#### Supplied records ####

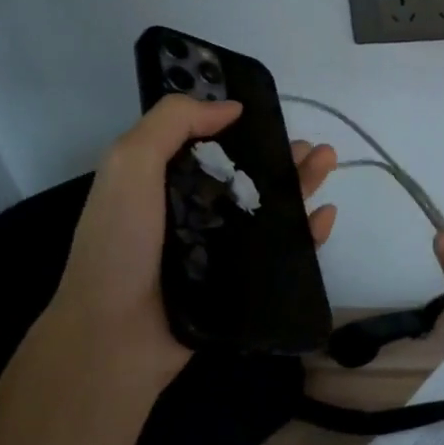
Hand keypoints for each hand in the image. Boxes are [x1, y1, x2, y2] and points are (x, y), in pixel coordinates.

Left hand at [40, 96, 338, 400]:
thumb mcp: (130, 163)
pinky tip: (325, 215)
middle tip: (315, 147)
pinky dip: (306, 233)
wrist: (115, 336)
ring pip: (270, 210)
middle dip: (283, 156)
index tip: (272, 115)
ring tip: (328, 163)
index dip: (243, 128)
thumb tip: (231, 108)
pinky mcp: (241, 284)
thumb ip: (172, 122)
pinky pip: (281, 253)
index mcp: (166, 181)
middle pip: (249, 176)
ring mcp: (220, 249)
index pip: (211, 146)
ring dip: (301, 185)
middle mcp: (195, 211)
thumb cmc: (120, 243)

####

Retype the records verbatim, excluding each image they hold.

Hand keypoints for each hand in the image. Boxes are [x1, y1, x2, y2] and points are (x, y), in pixel coordinates.

Left hand at [40, 96, 338, 400]:
thumb mcp: (130, 163)
pinky tip: (325, 215)
middle tip: (315, 147)
pinky dip: (306, 233)
wrist: (115, 336)
ring pip: (270, 210)
middle dip: (283, 156)
index tip: (272, 115)
ring tip: (328, 163)
index dip: (243, 128)
thumb tip: (231, 108)
pinky mcp: (241, 284)
thumb ip: (172, 122)
pinky pip: (281, 253)
index mcp: (166, 181)
middle pip: (249, 176)
ring mcp: (220, 249)
index pip: (211, 146)
ring dip: (301, 185)
middle mcp: (195, 211)
thumb cmc: (120, 243)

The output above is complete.